Les ordonnances : un tsunami dans le commerce et la grande distribution

19 janvier 2018 | Mise à jour le 19 janvier 2018
Par | Photo(s) : Daniel Maunoury
Les ordonnances : un tsunami dans le commerce et la grande distribution

Rassemblement devant le siège de Carrefour à Massy en Essonne pour demander le retrait du plan de licenciement du groupe. Massy le 7 décembre 2017

Pimkie, Carrefour, Conforama, Cora… Des luttes éclatent dans les grandes enseignes, qui multiplient les annonces sur les restructurations et les suppressions d'emplois. Grâce aux ordonnances, les licenciements et les droits sociaux sont désormais en solde toute l'année.

« Nous avons à peine eu le temps de prendre connaissance du contenu des ordonnances que déjà le patronat du commerce les met en œuvre chez Pimkie ou à Carrefour. Une telle anticipation ne s'improvise pas. Cela prouve que non seulement le gouvernement les a écrites pour eux, mais peut-être bien aussi avec eux », déplore Amel Kefti, secrétaire fédérale de la CGT commerce et services. La syndicaliste estime que le secteur du commerce a toujours été un laboratoire pour la déréglementation et la précarisation de l'emploi, il n'est donc pas étonnant que le secteur se montre à l'avant-garde de l'expérimentation de toutes les facettes qu'offrent aujourd'hui les ordonnances. La chasse est ouverte pour licencier à bas coût, s'exonérer des obligations des plans de sauvegarde de l'emploi (PSE) ou trouver le moyen de se débarrasser des salariés ayant acquis des droits et des salaires corrects.

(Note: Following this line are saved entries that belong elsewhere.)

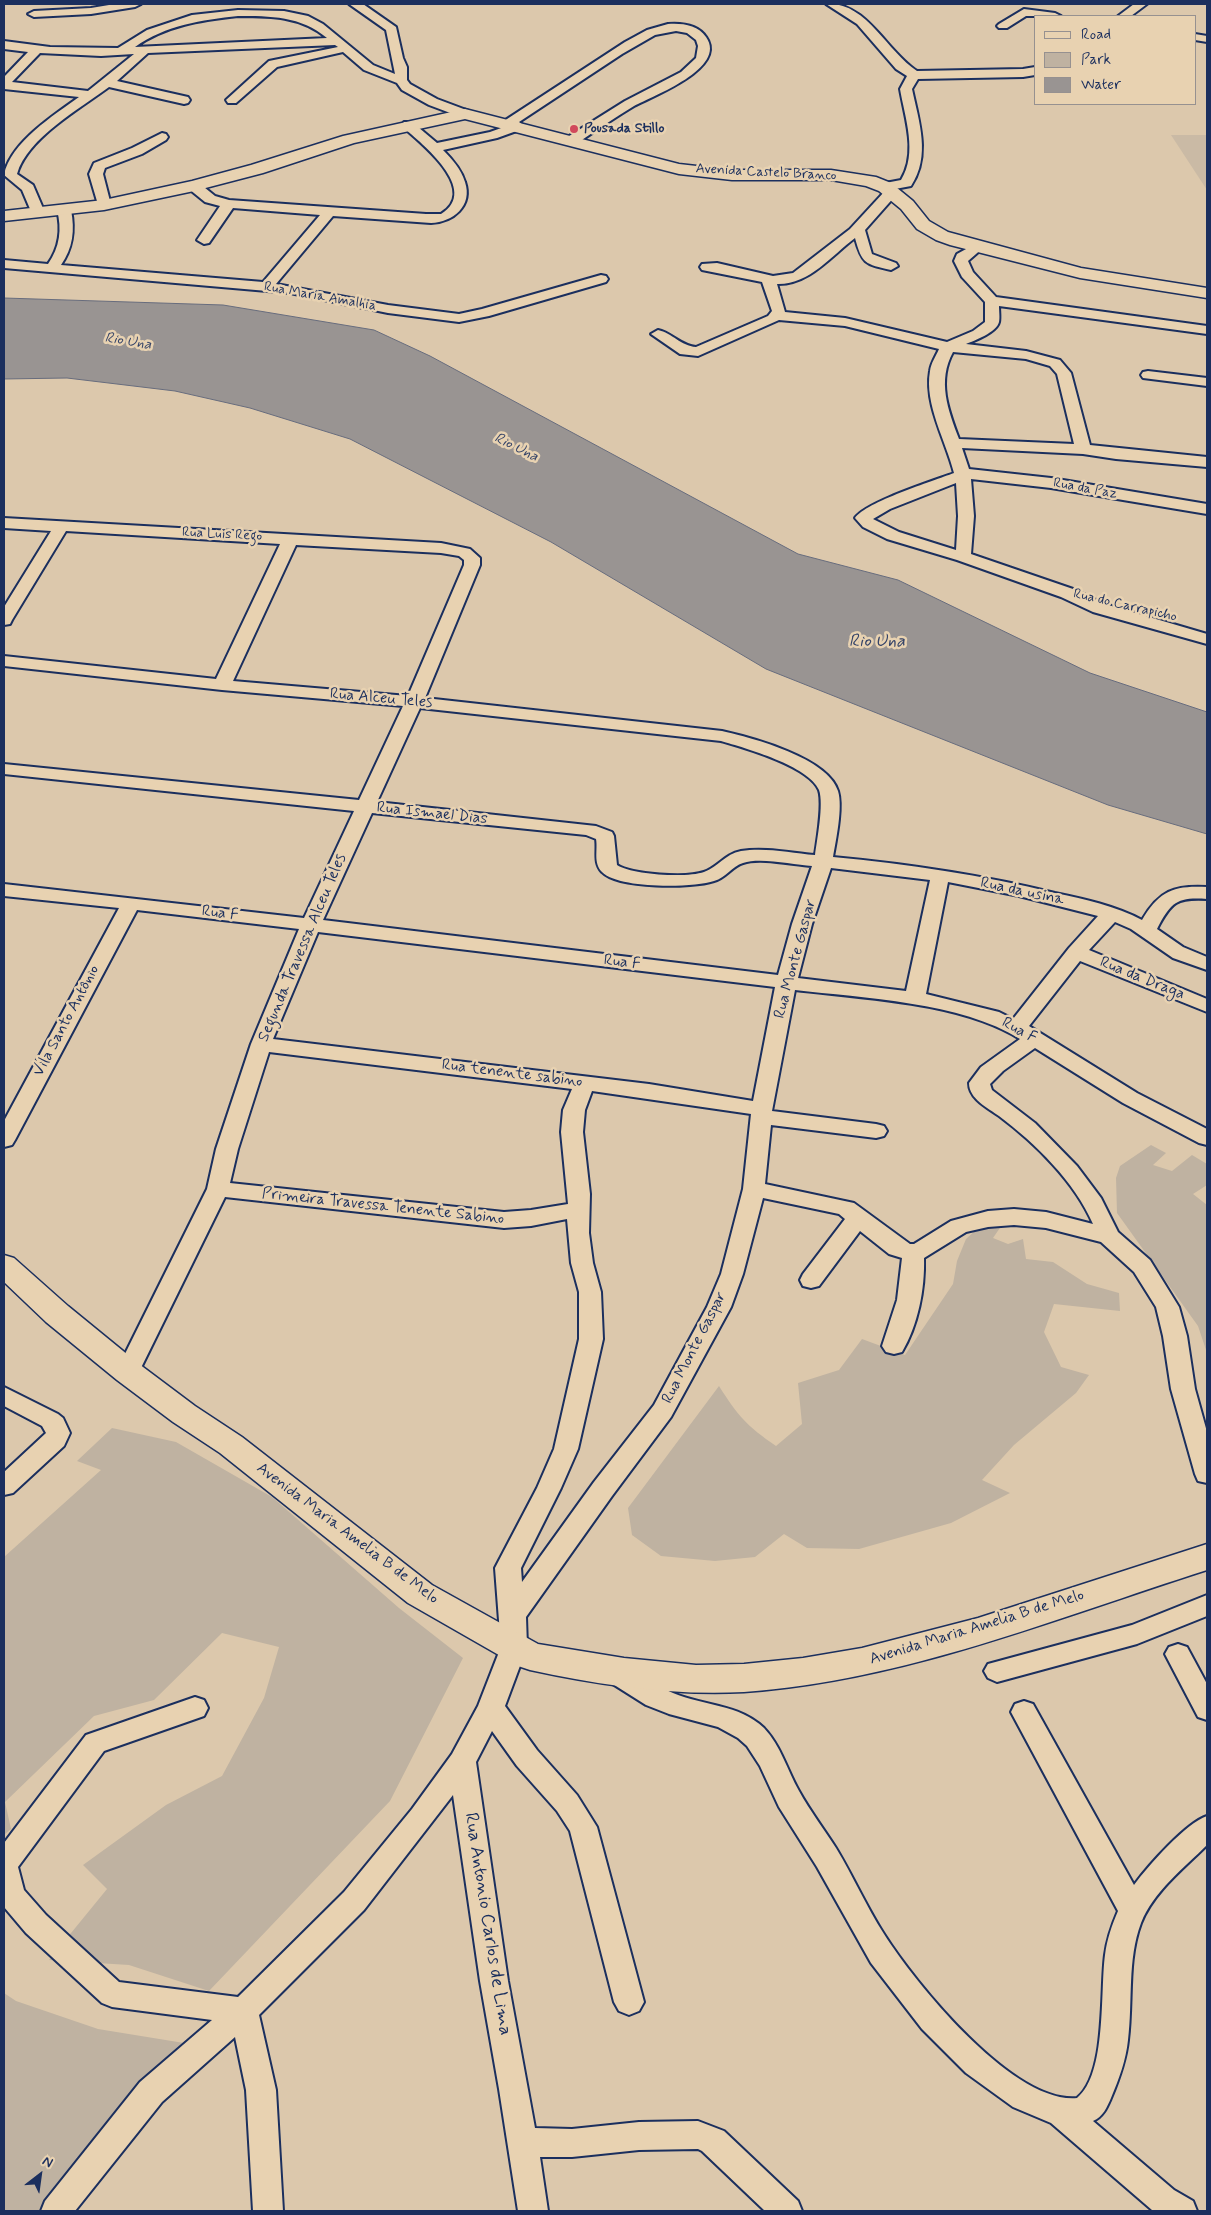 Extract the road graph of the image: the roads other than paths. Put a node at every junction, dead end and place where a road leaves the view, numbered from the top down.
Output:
1 (135, 4) edge
2 (354, 4) edge
3 (832, 4) edge
4 (1141, 4) edge
5 (34, 14) dead end
6 (1047, 15) edge
7 (1125, 15) edge
8 (1003, 26) dead end
9 (343, 44) junction
10 (4, 45) edge
11 (37, 49) junction
12 (144, 51) junction
13 (120, 52) junction
14 (1034, 71) edge
15 (914, 75) junction
16 (401, 80) junction
17 (107, 83) junction
18 (4, 84) edge
19 (91, 95) junction
20 (184, 100) dead end
21 (232, 100) dead end
22 (466, 114) junction
23 (408, 125) junction
24 (513, 125) junction
25 (162, 137) dead end
26 (572, 141) junction
27 (433, 148) junction
28 (194, 186) junction
29 (888, 189) junction
30 (229, 204) junction
31 (104, 205) junction
32 (64, 210) junction
33 (330, 211) junction
34 (38, 212) junction
35 (4, 216) edge
36 (858, 230) junction
37 (204, 240) dead end
38 (977, 247) junction
39 (4, 264) edge
40 (891, 266) dead end
41 (707, 267) dead end
42 (52, 268) junction
43 (768, 278) junction
44 (601, 279) dead end
45 (267, 286) junction
46 (1207, 293) edge
47 (992, 302) junction
48 (777, 316) junction
49 (1207, 330) edge
50 (658, 334) dead end
51 (948, 347) junction
52 (1148, 375) dead end
53 (1207, 382) edge
54 (952, 443) junction
55 (1083, 449) junction
56 (1207, 462) edge
57 (962, 474) junction
58 (1207, 509) edge
59 (4, 523) edge
60 (61, 526) junction
61 (290, 539) junction
62 (441, 548) joint
63 (963, 557) junction
64 (1067, 593) junction
65 (4, 620) edge
66 (1207, 626) edge
67 (1207, 639) edge
68 (4, 661) edge
69 (222, 685) junction
70 (414, 702) junction
71 (4, 768) edge
72 (365, 807) junction
73 (823, 862) junction
74 (940, 876) junction
75 (4, 890) edge
76 (1207, 893) edge
77 (131, 903) junction
78 (1111, 914) junction
79 (311, 924) junction
80 (1147, 930) junction
81 (1076, 952) junction
82 (1207, 964) edge
83 (786, 984) junction
84 (915, 998) junction
85 (1207, 1006) edge
86 (1025, 1033) junction
87 (261, 1044) junction
88 (585, 1083) junction
89 (762, 1113) junction
90 (876, 1131) dead end
91 (1207, 1138) edge
92 (4, 1140) edge
93 (218, 1189) junction
94 (754, 1189) junction
95 (577, 1210) junction
96 (859, 1217) junction
97 (1116, 1243) junction
98 (913, 1253) junction
99 (4, 1266) edge
100 (811, 1280) dead end
101 (894, 1346) dead end
102 (128, 1372) junction
103 (4, 1396) edge
104 (1207, 1474) edge
105 (4, 1486) edge
106 (1207, 1557) edge
107 (1207, 1605) edge
108 (513, 1615) junction
109 (514, 1647) junction
110 (1178, 1654) dead end
111 (613, 1670) junction
112 (997, 1671) dead end
113 (195, 1708) dead end
114 (491, 1708) junction
115 (1207, 1710) edge
116 (1024, 1712) dead end
117 (462, 1762) junction
118 (1207, 1828) edge
119 (4, 1866) edge
120 (1133, 1911) junction
121 (629, 2002) dead end
122 (244, 2011) junction
123 (1060, 2112) junction
124 (522, 2142) junction
125 (56, 2211) edge
126 (268, 2211) edge
127 (533, 2211) edge
128 (787, 2211) edge
129 (1182, 2211) edge

1 - 5 street
2 - 16 street
3 - 15 street
4 - 7 street
6 - 8 street
9 - 12 street
9 - 13 street, Avenida Castelo Branco
9 - 16 street, Avenida Castelo Branco
9 - 21 street
10 - 11 street
11 - 13 street
11 - 18 street
12 - 13 street
12 - 17 street
14 - 15 street
15 - 29 street
16 - 22 street, Avenida Castelo Branco
17 - 19 street
17 - 20 street
18 - 19 street
19 - 34 street
22 - 23 street
22 - 24 street, Avenida Castelo Branco
23 - 27 street
23 - 28 street
24 - 26 street, Avenida Castelo Branco
24 - 26 street
24 - 27 street
25 - 31 street
26 - 29 street, Avenida Castelo Branco
27 - 33 street
28 - 30 street
28 - 31 street
29 - 36 street
29 - 38 street
30 - 33 street
30 - 37 street
31 - 32 street
32 - 34 street
32 - 42 street
33 - 45 street
34 - 35 street
36 - 40 street
36 - 43 street
38 - 46 street
38 - 47 street
39 - 42 street, Rua Maria Amalhia
41 - 43 street
42 - 45 street, Rua Maria Amalhia
43 - 48 street
44 - 45 street, Rua Maria Amalhia
47 - 49 street
47 - 51 street
48 - 50 street
48 - 51 street
51 - 54 street
51 - 55 street
52 - 53 street
54 - 55 street
54 - 57 street
55 - 56 street
57 - 58 street, Rua da Paz
57 - 63 street
57 - 63 street
59 - 60 street, Rua Luis Rego
60 - 61 street, Rua Luis Rego
60 - 65 street
61 - 62 street, Rua Luis Rego
61 - 69 street
62 - 70 street, Segunda Travessa Alceu Teles
63 - 64 street
64 - 66 street, Rua do Carrapicho
64 - 67 street, Rua do Carrapicho
68 - 69 street, Rua Alceu Teles
69 - 70 street, Rua Alceu Teles
70 - 72 street, Segunda Travessa Alceu Teles
70 - 73 street, Rua Alceu Teles
71 - 72 street, Rua Ismael Dias
72 - 73 street, Rua Ismael Dias
72 - 79 street, Segunda Travessa Alceu Teles
73 - 74 street, Rua da usina
73 - 83 street, Rua Monte Gaspar
74 - 78 street, Rua da usina
74 - 84 street
75 - 77 street, Rua F
76 - 80 street
77 - 79 street, Rua F
77 - 92 street, Vila Santo Antônio
78 - 80 street, Rua da usina
78 - 81 street
79 - 83 street, Rua F
79 - 87 street, Segunda Travessa Alceu Teles
80 - 82 street, Rua da usina
81 - 85 street, Rua da Draga
81 - 86 street
83 - 84 street, Rua F
83 - 89 street, Rua Monte Gaspar
84 - 86 street, Rua F
86 - 91 street, Rua F
86 - 97 street
87 - 88 street, Rua tenente sabino
87 - 93 street, Segunda Travessa Alceu Teles
88 - 89 street, Rua tenente sabino
88 - 95 street, Rua tenente sabino
89 - 90 street, Rua tenente sabino
89 - 94 street, Rua Monte Gaspar
93 - 95 street, Primeira Travessa Tenente Sabino
93 - 102 street, Segunda Travessa Alceu Teles
94 - 96 street
94 - 108 street, Rua Monte Gaspar
95 - 108 street, Rua tenente sabino
96 - 98 street
96 - 100 street
97 - 98 street
97 - 104 street
98 - 101 street
99 - 102 street, Avenida Maria Amelia B de Melo
102 - 109 street, Avenida Maria Amelia B de Melo
103 - 105 street
106 - 111 street, Avenida Maria Amelia B de Melo
107 - 112 street
108 - 109 street
109 - 111 street, Avenida Maria Amelia B de Melo
109 - 114 street
110 - 115 street
111 - 123 street
113 - 119 street
114 - 117 street
114 - 121 street
116 - 120 street
117 - 122 street
117 - 124 street, Rua Antonio Carlos de Lima
118 - 120 street
119 - 122 street
120 - 123 street
122 - 125 street
122 - 126 street
123 - 129 street
124 - 127 street, Rua Antonio Carlos de Lima
124 - 128 street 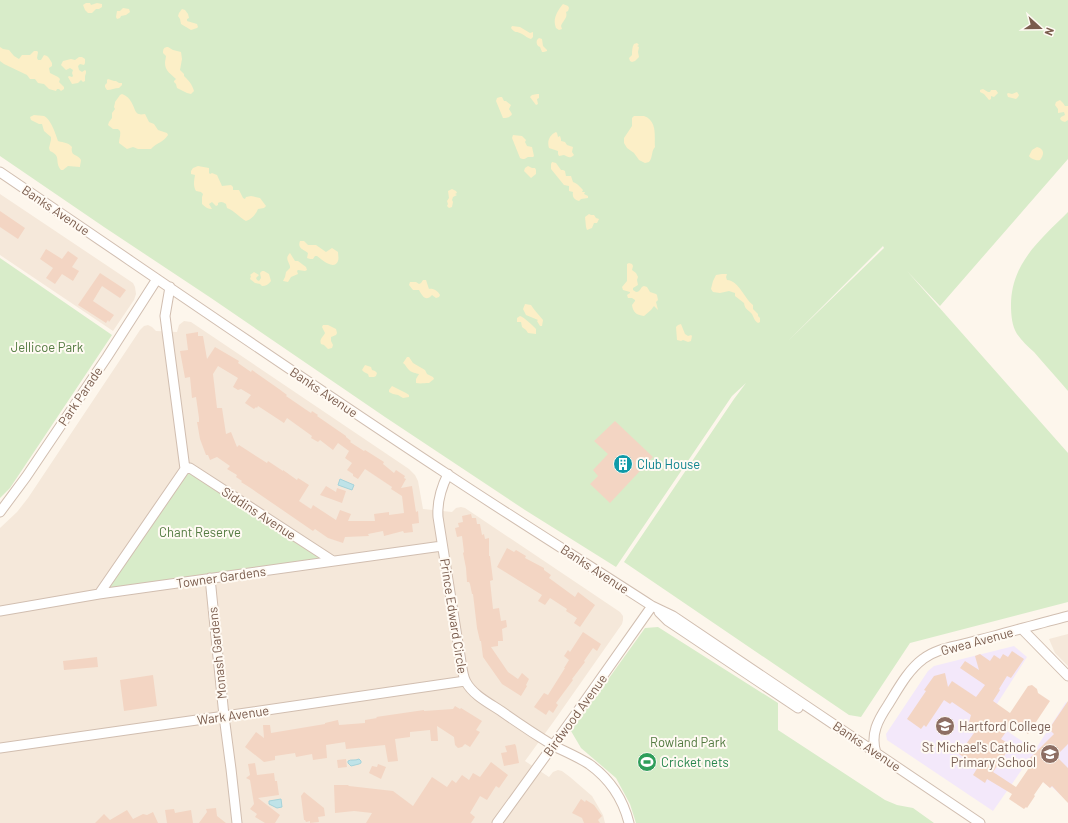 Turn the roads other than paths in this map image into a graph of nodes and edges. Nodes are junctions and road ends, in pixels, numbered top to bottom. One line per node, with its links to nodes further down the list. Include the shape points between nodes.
1 (0, 172): 2 (street, Banks Avenue)
2 (157, 279): 3 (street, Banks Avenue); 6 (street, Park Parade, via 107,357)
3 (170, 287): 4 (street, via 165,316); 5 (street, Banks Avenue)
4 (185, 469): 8 (street, Siddins Avenue, via 190,468); 10 (street)
5 (448, 474): 7 (street, Prince Edward Circle, via 437,507); 11 (street, Banks Avenue)
6 (0, 512)
7 (442, 546): 8 (street, Towner Gardens); 16 (street, Prince Edward Circle)
8 (333, 561): 9 (street, Towner Gardens)
9 (210, 578): 10 (street, Towner Gardens); 17 (street, Monash Gardens)
10 (99, 594): 12 (street, Towner Gardens)
11 (652, 606): 18 (street, Birdwood Avenue); 20 (street, Banks Avenue, via 674,616); 24 (street, Banks Avenue, via 668,621)
12 (0, 611)
13 (1068, 616): 14 (street, Gwea Avenue)
14 (1022, 629): 15 (street); 20 (street, Gwea Avenue, via 946,648 922,659 913,668 884,712 874,733)
15 (1068, 676)
16 (465, 681): 17 (street, Wark Avenue); 18 (street, Prince Edward Circle, via 480,697)
17 (224, 716): 19 (street, Wark Avenue); 21 (street, Monash Gardens)
18 (553, 745): 22 (street, Birdwood Avenue); 23 (street, Prince Edward Circle, via 588,764 608,781 625,807)
19 (0, 748)
20 (876, 753): 25 (street, Banks Avenue)
21 (237, 823)
22 (497, 823)
23 (629, 823)
24 (971, 823)
25 (980, 823) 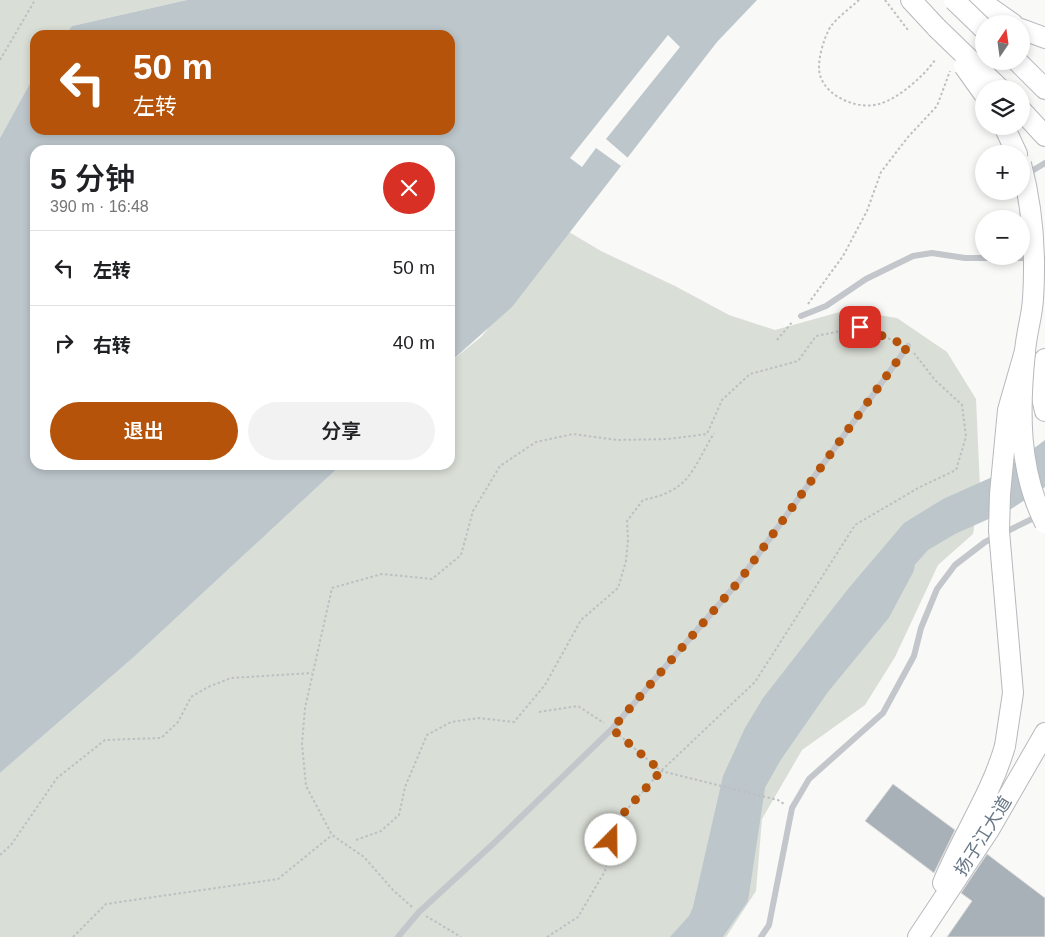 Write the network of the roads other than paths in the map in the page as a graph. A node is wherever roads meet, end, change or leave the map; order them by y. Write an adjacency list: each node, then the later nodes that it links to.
1 (911, 0): 6 (highway)
2 (954, 0): 5 (highway, bridge)
3 (979, 0): 4 (highway)
4 (1000, 15)
5 (975, 20)
6 (937, 28): 10 (highway, bridge); 11 (highway, bridge)
7 (1030, 32): 8 (highway)
8 (1045, 38)
9 (1026, 70): 12 (highway)
10 (991, 80)
11 (975, 81)
12 (1045, 89)
13 (1030, 120): 14 (highway)
14 (1045, 136)
15 (1045, 163): 16 (lane)
16 (1030, 167)
17 (1030, 200): 21 (highway, bridge)
18 (1045, 258): 19 (lane)
19 (801, 316)
20 (908, 346): 28 (lane)
21 (1025, 351): 25 (highway, bridge); 27 (highway, bridge)
22 (1045, 359): 23 (highway)
23 (1045, 411)
24 (1045, 513): 29 (lane)
25 (1045, 523)
26 (1045, 732): 27 (highway, 扬子江大道)
27 (922, 932)
28 (398, 937)
29 (762, 937)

Pimkie, à l'avant-garde de la rupture conventionnelle collective

Ce n'est donc pas par hasard si Pimkie est l’une des premières enseignes à avoir voulu inaugurer la rupture conventionnelle collective (RCC). « C'était dans les tuyaux chez Pimkie avant la publication des ordonnances. Avec un PSE, il y a des mesures d'accompagnement, des possibilités d'obtenir un CSP [contrat de sécurisation professionnelle], des primes supralégales, éventuellement des reclassements. On peut demander des explications sur les aspects économiques. Mais avec la RCC rien de tout cela. Ils n'ont même pas caché leur intention de faire partir certains salariés pour les remplacer ensuite par d'autres ayant plus de compétences. Une situation interdite dans un PSE », ajoute Amel.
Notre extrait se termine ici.